Knowledge Architecture
A pile of notes is not knowledge. Knowledge is what you can ask, connect, and trust to be current.
Every part of ichi runs on one body of knowledge: a single vault of plain-text notes. But a vault of files is only raw material. The architecture is what turns it into something you can think with.
The vault, and why it is plain text
Everything is Markdown in a local, version-controlled vault. No database owns the knowledge; the files are the knowledge. This is a deliberate constraint (see the Architecture Decisions): plain text is portable, diffable, and readable in thirty years. A note written today should outlive every tool used to write it.
From files to intelligence
Four capabilities sit on top of the files:
- Retrieval. Ask a question in plain language; the system finds the notes that bear on it and synthesises a cited answer.
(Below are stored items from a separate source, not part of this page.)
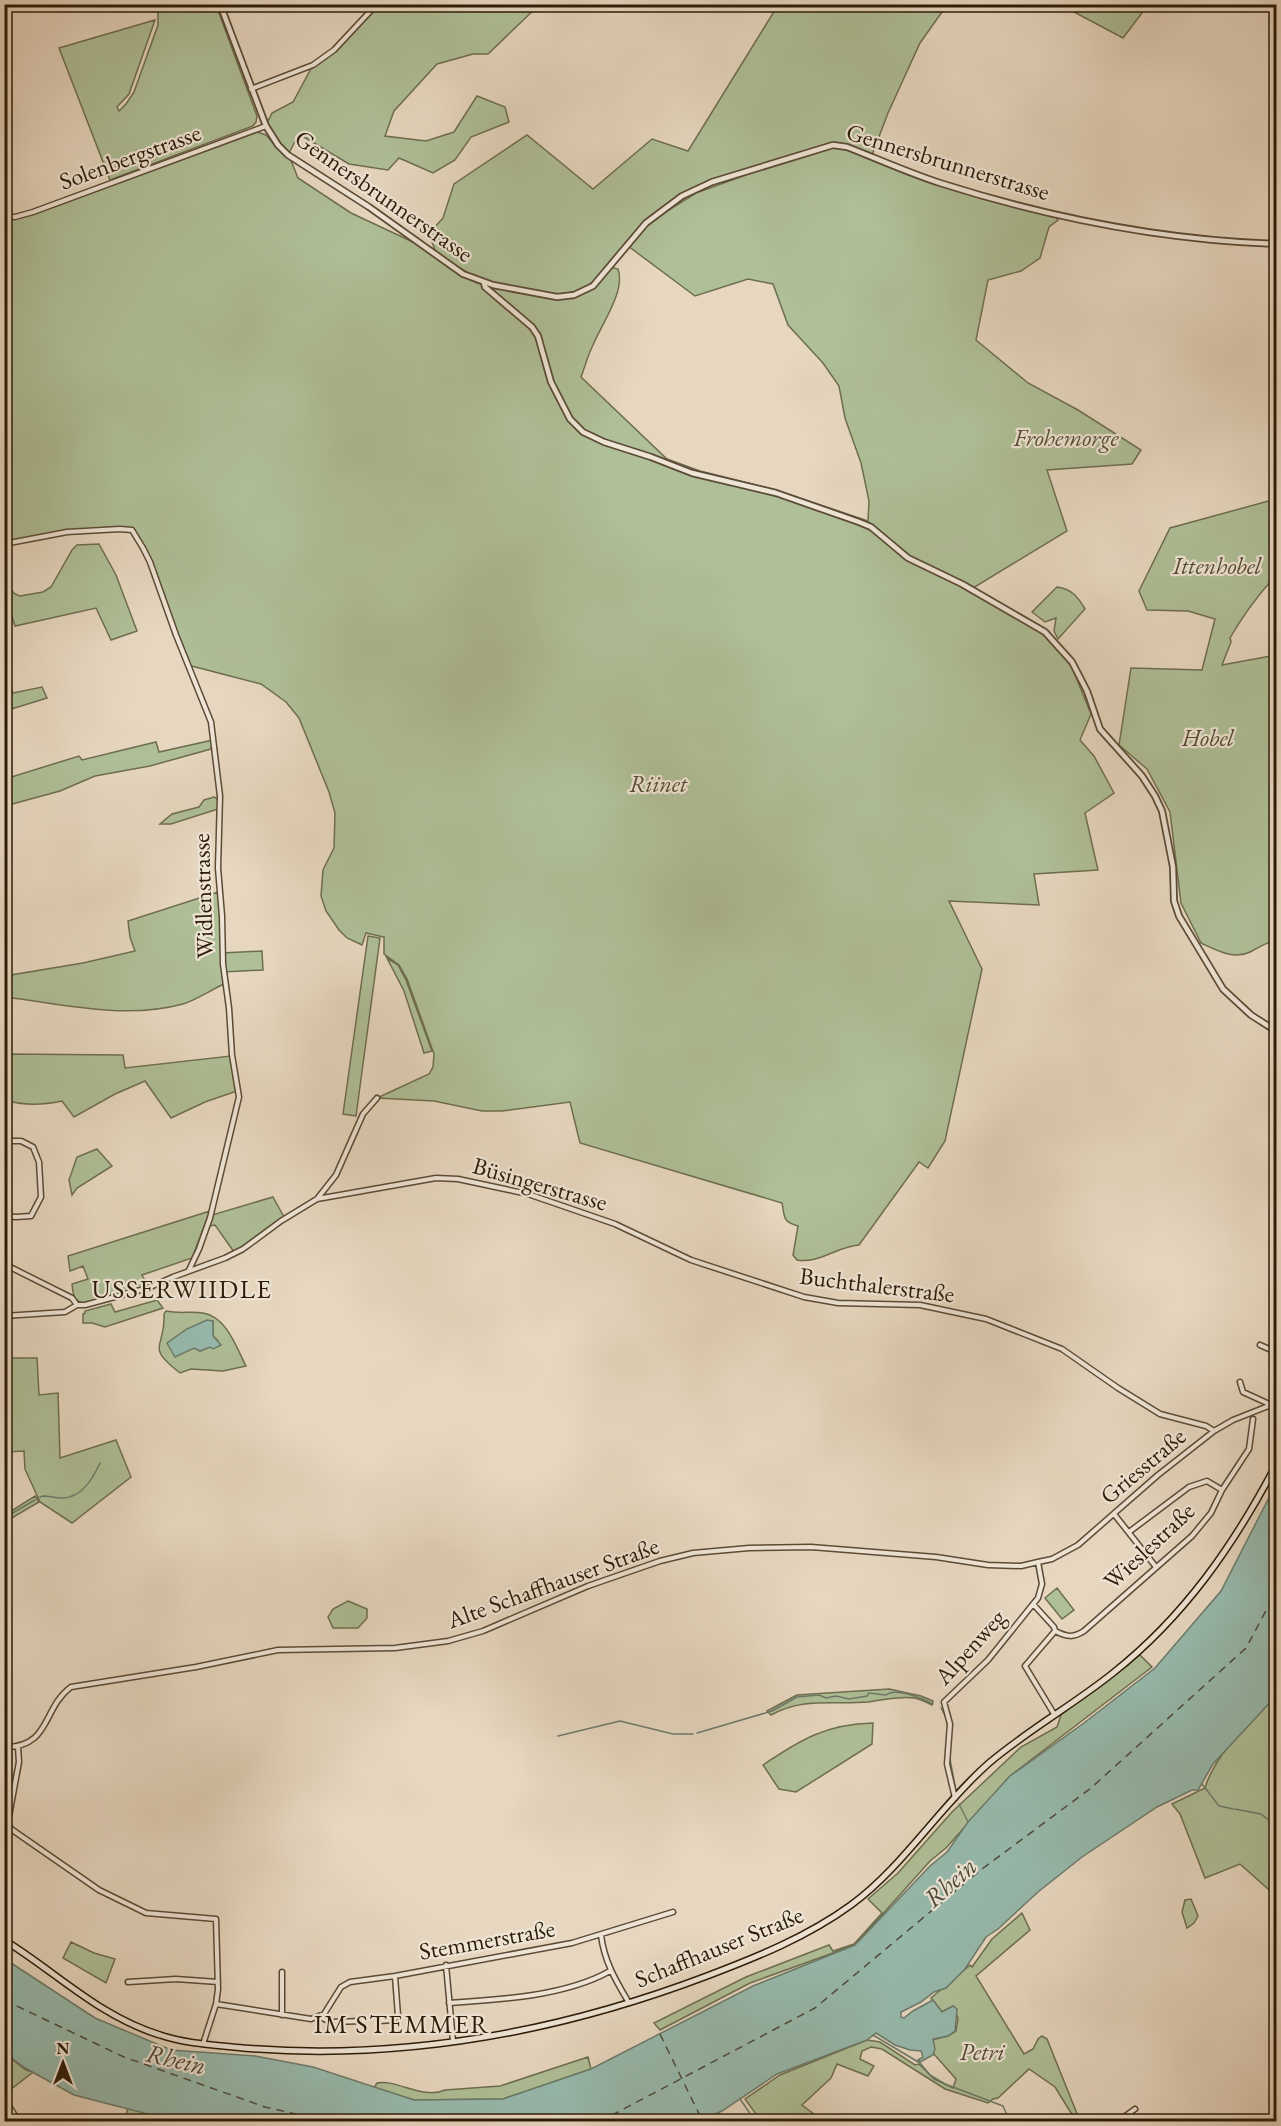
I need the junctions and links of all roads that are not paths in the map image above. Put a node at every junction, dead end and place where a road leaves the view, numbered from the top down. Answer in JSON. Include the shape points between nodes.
{"nodes":[{"id":1,"x":220,"y":4,"type":"edge"},
{"id":2,"x":377,"y":4,"type":"edge"},
{"id":3,"x":251,"y":89,"type":"junction"},
{"id":4,"x":266,"y":126,"type":"junction"},
{"id":5,"x":4,"y":216,"type":"edge"},
{"id":6,"x":1276,"y":244,"type":"edge"},
{"id":7,"x":484,"y":283,"type":"junction"},
{"id":8,"x":4,"y":543,"type":"edge"},
{"id":9,"x":1276,"y":1031,"type":"edge"},
{"id":10,"x":377,"y":1098,"type":"dead end"},
{"id":11,"x":4,"y":1141,"type":"edge"},
{"id":12,"x":317,"y":1199,"type":"junction"},
{"id":13,"x":4,"y":1216,"type":"edge"},
{"id":14,"x":691,"y":1260,"type":"joint"},
{"id":15,"x":4,"y":1264,"type":"edge"},
{"id":16,"x":189,"y":1270,"type":"junction"},
{"id":17,"x":77,"y":1305,"type":"junction"},
{"id":18,"x":4,"y":1316,"type":"edge"},
{"id":19,"x":1276,"y":1342,"type":"edge"},
{"id":20,"x":1260,"y":1345,"type":"dead end"},
{"id":21,"x":1240,"y":1382,"type":"dead end"},
{"id":22,"x":1276,"y":1403,"type":"edge"},
{"id":23,"x":1269,"y":1406,"type":"junction"},
{"id":24,"x":1253,"y":1419,"type":"dead end"},
{"id":25,"x":1214,"y":1431,"type":"junction"},
{"id":26,"x":1276,"y":1465,"type":"edge"},
{"id":27,"x":1222,"y":1490,"type":"junction"},
{"id":28,"x":1114,"y":1514,"type":"junction"},
{"id":29,"x":1129,"y":1532,"type":"junction"},
{"id":30,"x":1038,"y":1562,"type":"junction"},
{"id":31,"x":1156,"y":1567,"type":"junction"},
{"id":32,"x":1033,"y":1604,"type":"junction"},
{"id":33,"x":1055,"y":1631,"type":"junction"},
{"id":34,"x":1054,"y":1714,"type":"junction"},
{"id":35,"x":4,"y":1747,"type":"edge"},
{"id":36,"x":18,"y":1747,"type":"junction"},
{"id":37,"x":955,"y":1798,"type":"junction"},
{"id":38,"x":673,"y":1912,"type":"dead end"},
{"id":39,"x":601,"y":1935,"type":"junction"},
{"id":40,"x":4,"y":1940,"type":"edge"},
{"id":41,"x":446,"y":1965,"type":"junction"},
{"id":42,"x":610,"y":1971,"type":"junction"},
{"id":43,"x":282,"y":1972,"type":"dead end"},
{"id":44,"x":395,"y":1976,"type":"junction"},
{"id":45,"x":128,"y":1982,"type":"dead end"},
{"id":46,"x":218,"y":1982,"type":"junction"},
{"id":47,"x":449,"y":2003,"type":"junction"},
{"id":48,"x":629,"y":2003,"type":"junction"},
{"id":49,"x":216,"y":2004,"type":"junction"},
{"id":50,"x":282,"y":2015,"type":"junction"},
{"id":51,"x":320,"y":2017,"type":"junction"},
{"id":52,"x":363,"y":2021,"type":"dead end"},
{"id":53,"x":379,"y":2021,"type":"dead end"},
{"id":54,"x":453,"y":2042,"type":"junction"},
{"id":55,"x":201,"y":2044,"type":"junction"},
{"id":56,"x":4,"y":2098,"type":"edge"},
{"id":57,"x":1135,"y":2109,"type":"dead end"},
{"id":58,"x":19,"y":2121,"type":"edge"},
{"id":59,"x":1117,"y":2121,"type":"edge"}],
"edges":[{"from":1,"to":3,"type":"street","name":"Gennersbrunnerstrasse"},
{"from":2,"to":3,"type":"street","via":[[334,50],[313,65]]},
{"from":3,"to":4,"type":"street","name":"Gennersbrunnerstrasse"},
{"from":4,"to":5,"type":"street","name":"Solenbergstrasse","via":[[33,212]]},
{"from":4,"to":7,"type":"street","name":"Gennersbrunnerstrasse","via":[[288,154],[453,268]]},
{"from":6,"to":7,"type":"street","name":"Gennersbrunnerstrasse","via":[[1179,238],[1062,216],[942,184],[833,144],[712,182],[682,196],[646,223],[593,286],[574,295],[549,296]]},
{"from":7,"to":9,"type":"street","via":[[538,336],[551,382],[570,419],[583,432],[692,473],[776,494],[859,522],[908,558],[1045,632],[1080,675],[1100,729],[1155,796],[1169,843],[1174,901],[1215,978],[1238,1005]]},
{"from":8,"to":16,"type":"street","name":"Widlenstrasse","via":[[67,532],[130,529],[150,562],[212,723],[220,796],[218,868],[223,964],[239,1096],[210,1218]]},
{"from":10,"to":12,"type":"street","via":[[363,1114],[336,1175]]},
{"from":11,"to":13,"type":"street","via":[[21,1141],[33,1147],[39,1162],[41,1197],[31,1216]]},
{"from":12,"to":14,"type":"street","name":"Büsingerstrasse","via":[[436,1178],[458,1179],[528,1194],[615,1224]]},
{"from":12,"to":16,"type":"street","name":"Büsingerstrasse","via":[[243,1249]]},
{"from":14,"to":25,"type":"street","name":"Buchthalerstraße","via":[[824,1301],[920,1305],[986,1319],[1062,1348],[1160,1414]]},
{"from":15,"to":17,"type":"street","via":[[72,1298]]},
{"from":16,"to":17,"type":"street","name":"Büsingerstrasse","via":[[138,1291]]},
{"from":17,"to":18,"type":"street","name":"Büsingerstrasse","via":[[65,1312]]},
{"from":19,"to":20,"type":"street","via":[[1269,1349]]},
{"from":21,"to":23,"type":"street","via":[[1243,1392]]},
{"from":22,"to":23,"type":"street","name":"Griesstraße"},
{"from":23,"to":25,"type":"street","name":"Griesstraße"},
{"from":24,"to":27,"type":"street","name":"Wieslestraße","via":[[1250,1449]]},
{"from":25,"to":28,"type":"street","name":"Griesstraße"},
{"from":26,"to":34,"type":"main road","name":"Schaffhauser Straße","via":[[1228,1549],[1185,1605],[1111,1675]]},
{"from":27,"to":29,"type":"street","via":[[1208,1481],[1189,1487]]},
{"from":27,"to":31,"type":"street","name":"Wieslestraße","via":[[1211,1513],[1192,1536]]},
{"from":28,"to":29,"type":"street"},
{"from":28,"to":30,"type":"street","name":"Griesstraße","via":[[1078,1545]]},
{"from":29,"to":31,"type":"street"},
{"from":30,"to":32,"type":"street","name":"Alpenweg","via":[[1041,1591]]},
{"from":30,"to":36,"type":"street","name":"Alte Schaffhauser Straße","via":[[988,1566],[936,1557],[811,1547],[693,1552],[588,1586],[483,1631],[448,1641],[395,1648],[278,1650],[71,1687],[58,1700],[43,1730]]},
{"from":31,"to":33,"type":"street","name":"Wieslestraße","via":[[1075,1637]]},
{"from":32,"to":33,"type":"street"},
{"from":32,"to":37,"type":"street","name":"Alpenweg","via":[[983,1666],[944,1702],[950,1724],[947,1764]]},
{"from":33,"to":34,"type":"street","via":[[1025,1666]]},
{"from":34,"to":37,"type":"main road","name":"Schaffhauser Straße","via":[[987,1765]]},
{"from":35,"to":36,"type":"street"},
{"from":36,"to":46,"type":"street","via":[[8,1824],[11,1829],[99,1890],[146,1913],[216,1919]]},
{"from":37,"to":48,"type":"main road","name":"Schaffhauser Straße","via":[[888,1873],[853,1904],[755,1957]]},
{"from":38,"to":39,"type":"street","name":"Stemmerstraße"},
{"from":39,"to":41,"type":"street","name":"Stemmerstraße"},
{"from":39,"to":42,"type":"street"},
{"from":40,"to":55,"type":"main road","name":"Schaffhauser Straße","via":[[116,2017],[159,2035]]},
{"from":41,"to":44,"type":"street","name":"Stemmerstraße"},
{"from":41,"to":47,"type":"street"},
{"from":42,"to":47,"type":"street","via":[[571,1987],[514,1998]]},
{"from":42,"to":48,"type":"street"},
{"from":43,"to":50,"type":"street"},
{"from":44,"to":51,"type":"street","name":"Stemmerstraße","via":[[346,1983]]},
{"from":44,"to":53,"type":"street","via":[[398,2016]]},
{"from":45,"to":46,"type":"street"},
{"from":46,"to":49,"type":"street"},
{"from":47,"to":54,"type":"street"},
{"from":48,"to":54,"type":"main road","name":"Schaffhauser Straße","via":[[526,2029]]},
{"from":49,"to":50,"type":"street"},
{"from":49,"to":55,"type":"street"},
{"from":50,"to":51,"type":"street"},
{"from":51,"to":52,"type":"street","via":[[331,2022]]},
{"from":54,"to":55,"type":"main road","name":"Schaffhauser Straße","via":[[320,2051]]},
{"from":56,"to":58,"type":"street"},
{"from":57,"to":59,"type":"street"}]}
This is the difference between searching a vault and asking it.
- Connection. The same idea appears in a note on markets, a note on biology, and a note on code. Surfacing that link — that these are the same shape — is where most of the value hides.
- Patterns. Recurring structures are named and tracked, so a pattern found once can be recognised the next time it appears in an unrelated domain.
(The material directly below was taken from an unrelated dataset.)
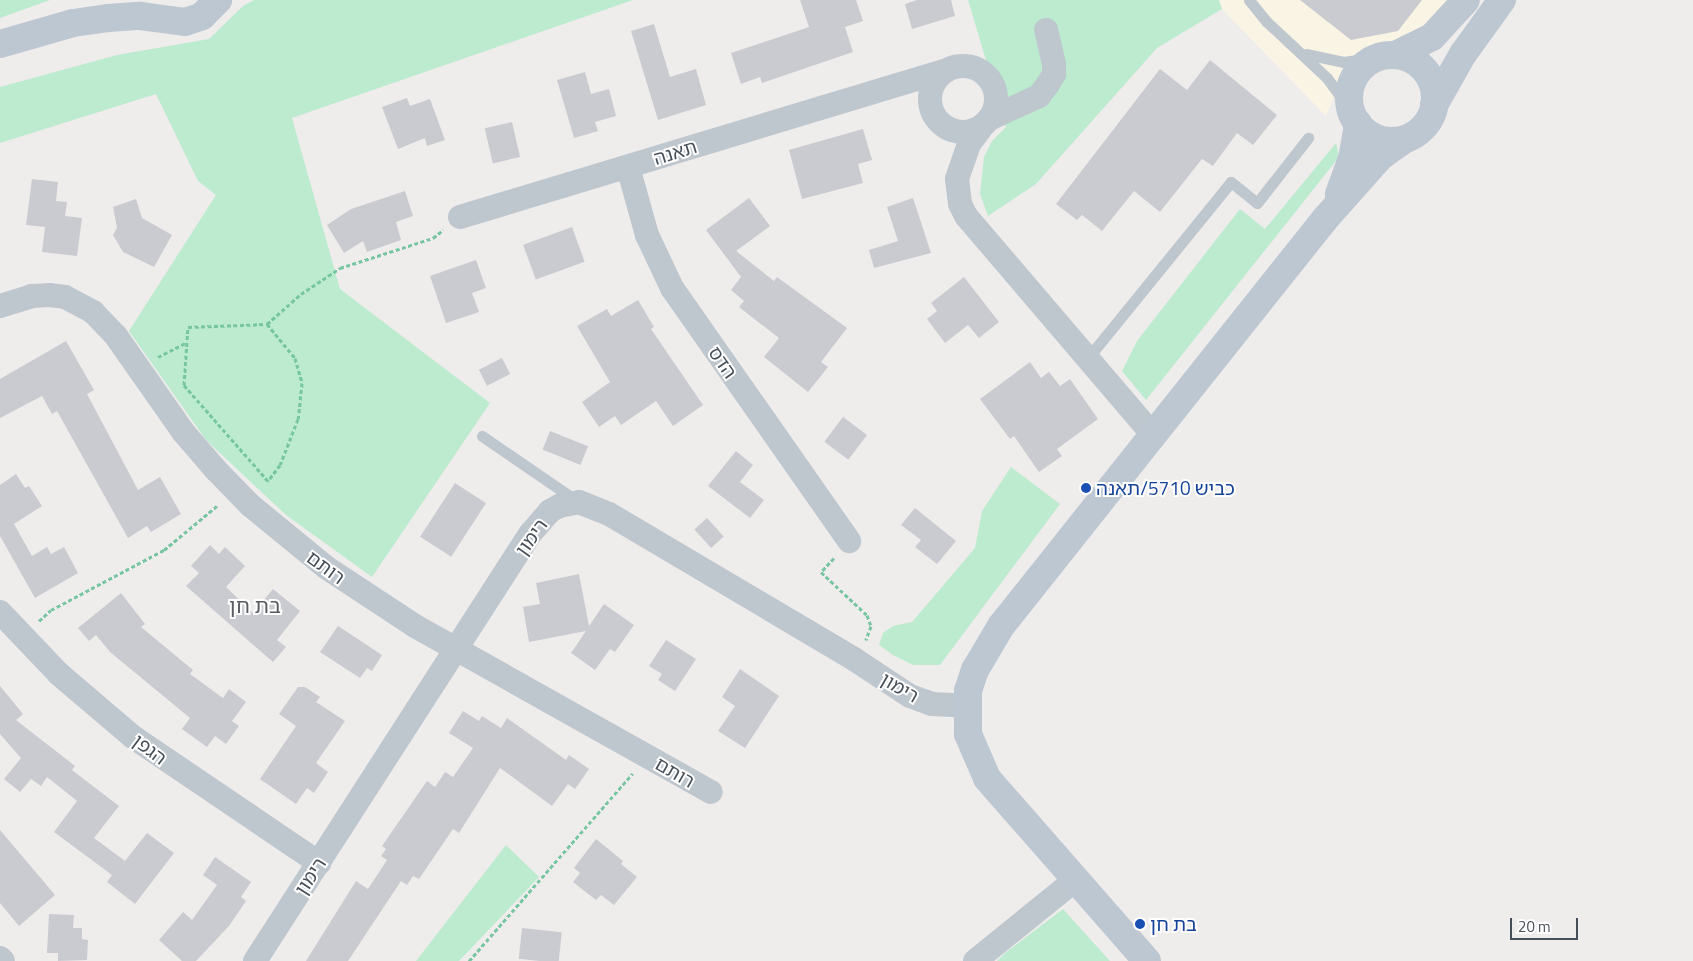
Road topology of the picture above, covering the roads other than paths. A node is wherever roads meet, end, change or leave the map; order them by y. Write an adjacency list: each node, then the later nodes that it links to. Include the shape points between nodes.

- Freshness. Knowledge has a half-life. The system flags notes that have gone stale, because a confident answer built on an out-of-date note is worse than no answer.
The editorial pipeline
Knowledge that is worth sharing enters a pipeline: intake, analysis, drafting, review, and — only past a human gate — publication. The published essays of WkndPrjct are the visible end of this pipeline. Most of the vault never becomes public; it is the private substrate the public work grows from.
The learning loop
The most important property is that the system learns from its own operation. A failure becomes a documented lesson. A lesson changes a template, a checklist, or a default. The next time the same situation arises, the correction is already built in. Knowledge that does not change how the system behaves is just storage. Knowledge that closes the loop is memory.
The test of this architecture is simple: can the organisation answer a question that no single part of it was told the answer to? When the connections are right, it can — because the knowledge was never in one place. It was in the structure between the notes.